Instruct patients to follow the directions below for reconstitution of the lyophilized powder:

  1. Remove the vial containing the MYALEPT lyophilized powder from the refrigerator and allow the vial to warm to room temperature prior to use.
  2. Visually inspect the vial containing MYALEPT. The cake of lyophilized powder should be intact and white in color.
  3. Using a 3-mL syringe with a 22-gauge or smaller diameter needle withdraw 2.2 mL of sterile Bacteriostatic Water for Injection (BWFI) or preservative-free sterile Water for Injection (WFI). Do not reconstitute MYALEPT with other diluents.
  4. Inject the BWFI or WFI into the vial containing the lyophilized powder of MYALEPT, slowly injecting down the side of the vial. It is normal for some bubbles to form.
  5. Remove the needle and syringe from the vial and gently swirl the contents to reconstitute. Do not shake or vigorously agitate. When properly mixed, the MYALEPT reconstituted solution should be clear and free of clumps or dry powder, bubbles or foam. Do not use the solution if discolored or cloudy, or if particulate matter remains.
  6. Regarding the compatibility of MYALEPT reconstituted solution with other solutions:
    • Do not mix with, or transfer into, the contents of another vial of MYALEPT.
    • Do not add other medications, including insulin. Use a separate syringe for insulin injections.

See the MYALEPT Instructions for Use for complete administration instructions. The instructions can also be found at www.myalept.com.

Administration Instructions

Healthcare practitioners should instruct patients and caregivers on the proper subcutaneous injection technique with care to avoid intramuscular injection in patients with minimal subcutaneous adipose tissue. Never administer MYALEPT intravenously or intramuscularly.

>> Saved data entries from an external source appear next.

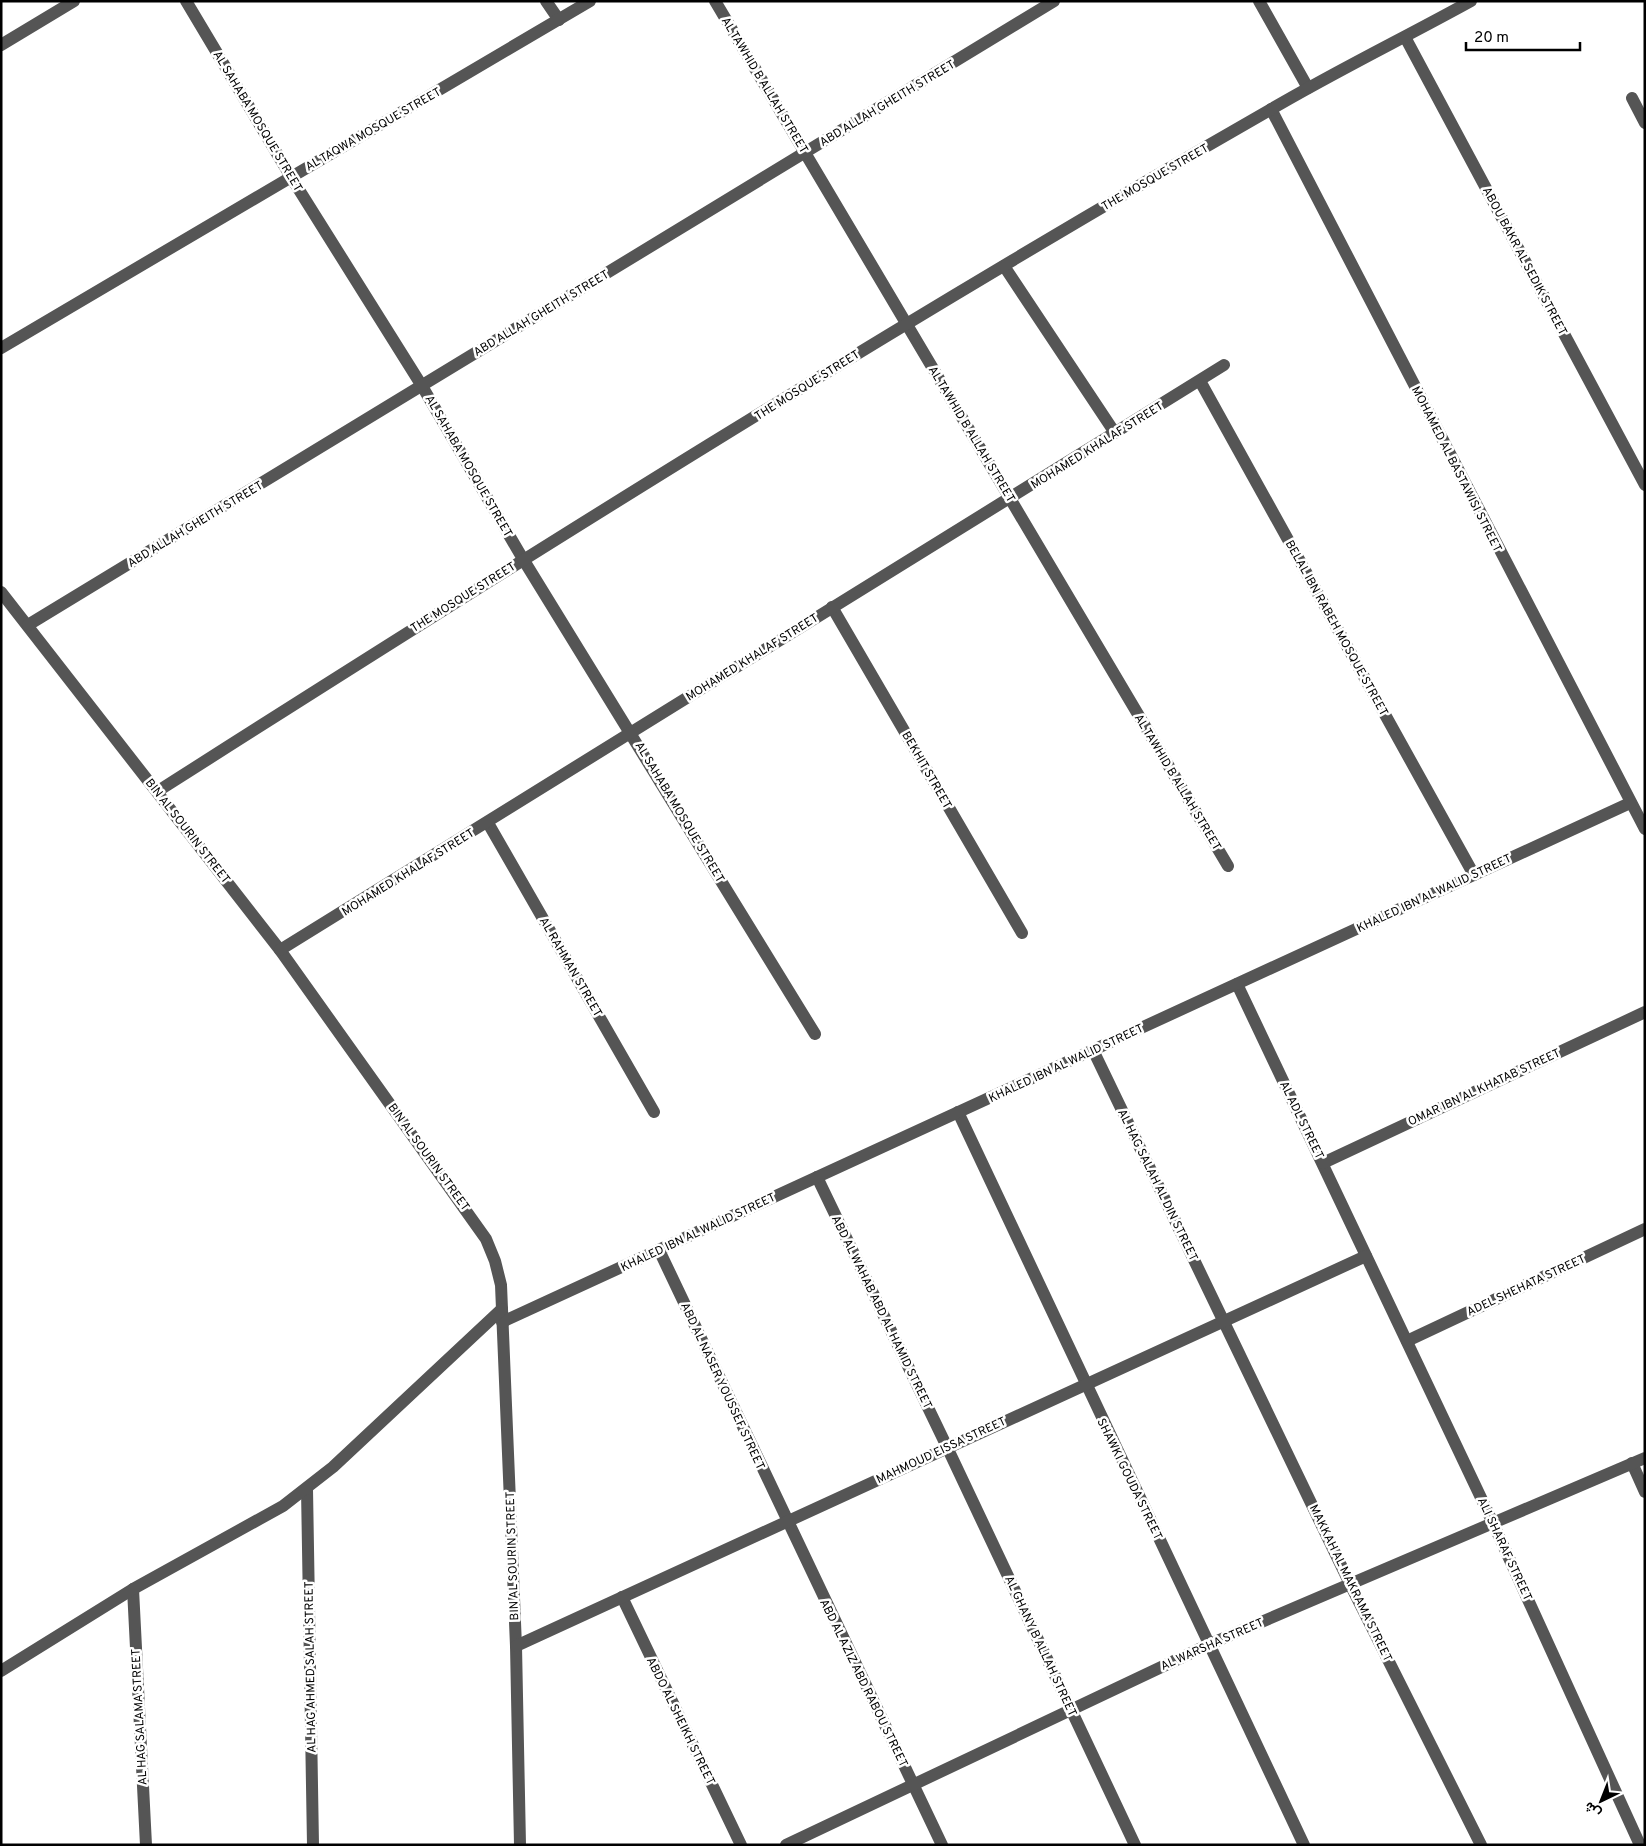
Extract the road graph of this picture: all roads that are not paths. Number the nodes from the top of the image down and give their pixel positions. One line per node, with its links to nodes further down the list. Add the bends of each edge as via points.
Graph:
1 (74, 1): 11 (street)
2 (186, 1): 17 (street, AL SAHABA MOSQUE STREET)
3 (546, 1): 9 (street)
4 (590, 1): 9 (street, AL TAQWA MOSQUE STREET)
5 (715, 1): 16 (street, AL TAWHID B ALLAH STREET)
6 (1054, 1): 16 (street, ABD ALLAH GHEITH STREET)
7 (1259, 1): 12 (street)
8 (1471, 1): 10 (street, THE MOSQUE STREET)
9 (558, 20): 17 (street, AL TAQWA MOSQUE STREET)
10 (1405, 37): 12 (street, THE MOSQUE STREET); 25 (street, ABOU BAKR AL SEDIK STREET)
11 (1, 45)
12 (1308, 88): 14 (street, THE MOSQUE STREET)
13 (1632, 98): 15 (street)
14 (1271, 109): 18 (street, THE MOSQUE STREET); 33 (street, MOHAMED AL BASTAWISI STREET)
15 (1645, 123)
16 (805, 153): 19 (street, AL TAWHID B ALLAH STREET); 23 (street, ABD ALLAH GHEITH STREET)
17 (291, 177): 20 (street, AL TAQWA MOSQUE STREET); 23 (street, AL SAHABA MOSQUE STREET)
18 (1004, 266): 19 (street, THE MOSQUE STREET); 24 (street)
19 (906, 324): 26 (street, AL TAWHID B ALLAH STREET); 27 (street, THE MOSQUE STREET)
20 (1, 348)
21 (1224, 365): 22 (street, MOHAMED KHALAF STREET)
22 (1200, 381): 24 (street, MOHAMED KHALAF STREET); 37 (street, BELAL IBN RABEH MOSQUE STREET)
23 (422, 386): 27 (street, AL SAHABA MOSQUE STREET); 30 (street, ABD ALLAH GHEITH STREET)
24 (1115, 433): 26 (street, MOHAMED KHALAF STREET)
25 (1645, 485)
26 (1010, 499): 29 (street, MOHAMED KHALAF STREET); 36 (street, AL TAWHID B ALLAH STREET)
27 (524, 559): 31 (street, AL SAHABA MOSQUE STREET); 32 (street, THE MOSQUE STREET)
28 (1, 592): 30 (street, BIN AL SOURIN STREET)
29 (832, 607): 31 (street, MOHAMED KHALAF STREET); 38 (street, BEKHIT STREET)
30 (28, 625): 32 (street, BIN AL SOURIN STREET)
31 (631, 733): 34 (street, MOHAMED KHALAF STREET); 42 (street, AL SAHABA MOSQUE STREET)
32 (158, 791): 39 (street, BIN AL SOURIN STREET)
33 (1630, 803): 35 (street, MOHAMED AL BASTAWISI STREET); 37 (street, KHALED IBN AL WALID STREET)
34 (488, 823): 39 (street, MOHAMED KHALAF STREET); 44 (street, AL RAHMAN STREET)
35 (1645, 829)
36 (1228, 866)
37 (1474, 874): 40 (street, KHALED IBN AL WALID STREET)
38 (1022, 933)
39 (280, 950): 51 (street, BIN AL SOURIN STREET, via 486,1239 501,1285)
40 (1237, 984): 43 (street, KHALED IBN AL WALID STREET); 46 (street, AL ADL STREET)
41 (1645, 1012): 46 (street, OMAR IBN AL KHATAB STREET)
42 (815, 1034)
43 (1093, 1050): 45 (street, KHALED IBN AL WALID STREET); 52 (street, AL HAG SALAH AL DIN STREET)
44 (654, 1112)
45 (958, 1112): 47 (street, KHALED IBN AL WALID STREET); 55 (street, SHAWKI GOUDA STREET)
46 (1323, 1163): 50 (street, AL ADL STREET)
47 (817, 1177): 49 (street, KHALED IBN AL WALID STREET); 56 (street, ABD AL WAHAB ABD AL HAMID STREET)
48 (1645, 1229): 54 (street, ADEL SHEHATA STREET)
49 (659, 1250): 53 (street, KHALED IBN AL WALID STREET); 61 (street, ABD AL NASER YOUSSEF STREET)
50 (1366, 1256): 52 (street, MAHMOUD EISSA STREET); 54 (street, ALI SHARAF STREET)
51 (502, 1309): 53 (street, BIN AL SOURIN STREET); 59 (street)
52 (1223, 1320): 55 (street, MAHMOUD EISSA STREET); 63 (street, MAKKAH AL MAKRAMA STREET)
53 (502, 1322): 67 (street, BIN AL SOURIN STREET)
54 (1407, 1342): 62 (street, ALI SHARAF STREET)
55 (1085, 1384): 56 (street, MAHMOUD EISSA STREET); 66 (street, SHAWKI GOUDA STREET)
56 (947, 1447): 61 (street, MAHMOUD EISSA STREET); 69 (street, AL GHANY B ALLAH STREET)
57 (1645, 1458): 58 (street, AL WARSHA STREET)
58 (1632, 1463): 60 (street); 62 (street, AL WARSHA STREET)
59 (307, 1489): 64 (street, via 257,1522); 72 (street, AL HAG AHMED SALAH STREET)
60 (1645, 1492)
61 (787, 1521): 65 (street, MAHMOUD EISSA STREET); 70 (street, ABD AL AZIZ ABD RABOU STREET)
62 (1493, 1523): 63 (street, AL WARSHA STREET); 80 (street, ALI SHARAF STREET)
63 (1350, 1584): 66 (street, AL WARSHA STREET); 79 (street, MAKKAH AL MAKRAMA STREET)
64 (133, 1589): 68 (street); 71 (street, AL HAG SALAMA STREET)
65 (622, 1597): 67 (street, MAHMOUD EISSA STREET); 74 (street, ABDO AL SHEIKH STREET)
66 (1210, 1644): 69 (street, AL WARSHA STREET); 78 (street, SHAWKI GOUDA STREET)
67 (516, 1646): 73 (street, BIN AL SOURIN STREET)
68 (1, 1671)
69 (1070, 1710): 70 (street, AL WARSHA STREET); 77 (street, AL GHANY B ALLAH STREET)
70 (913, 1784): 75 (street, AL WARSHA STREET); 76 (street, ABD AL AZIZ ABD RABOU STREET)
71 (146, 1845)
72 (313, 1845)
73 (520, 1845)
74 (740, 1845)
75 (786, 1845)
76 (942, 1845)
77 (1136, 1845)
78 (1304, 1845)
79 (1482, 1845)
80 (1640, 1845)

Instruct patients to follow the recommended injection technique:

  1. Using a 1-mL syringe with a needle appropriate for subcutaneous injection, withdraw the prescribed dose of MYALEPT reconstituted solution.
  2. Remove any large air pockets or large bubbles from the filled syringe prior to administration. Some small bubbles may remain in the syringe.
  3. Administer MYALEPT into the subcutaneous tissue of the abdomen, thigh or upper arm. Advise patients to use a different injection site each day when injecting in the same region. After choosing an injection site, pinch the skin and at a 45-degree angle, inject the MYALEPT reconstituted solution subcutaneously. Avoid intramuscular injection, especially in patients with minimal subcutaneous adipose tissue.
  4. Doses exceeding 1 mL can be administered as two injections (the total daily dose divided equally) to minimize potential injection-site discomfort due to injection volume. When dividing doses due to volume, doses can be administered one after the other.

Do not mix MYALEPT with insulin. Use a separate syringe for each medication. If MYALEPT and insulin are administered at the same time of day, they may be injected in the same body area using two different injection sites.

See the MYALEPT Instructions for Use for complete administration instructions. The instructions can also be found at www.myalept.com.

Dosage Adjustments Of Medications Known To Cause Hypoglycemia

Dosage adjustments, including possible large reductions, of insulin or insulin secretagogue (e.g., sulfonylurea) may be necessary in some patients to minimize the risk of hypoglycemia. Closely monitor blood glucose in patients on concomitant insulin therapy, especially those on high doses, or insulin secretagogue (e.g., sulfonylurea) when treating with MYALEPT.

Discontinuation In Patients At Risk For Pancreatitis

When discontinuing MYALEPT therapy in patients with risk factors for pancreatitis (e.g., history of pancreatitis, severe hypertriglyceridemia), tapering of the dose over a one-week period is recommended. During tapering, monitor triglyceride levels and consider initiating or adjusting the dose of lipid-lowering medications as needed. Signs and/or symptoms consistent with pancreatitis should prompt an appropriate clinical evaluation.

Interaction with other medicinal products and other forms of interaction

No drug interaction studies have been conducted in lipodystrophy patients.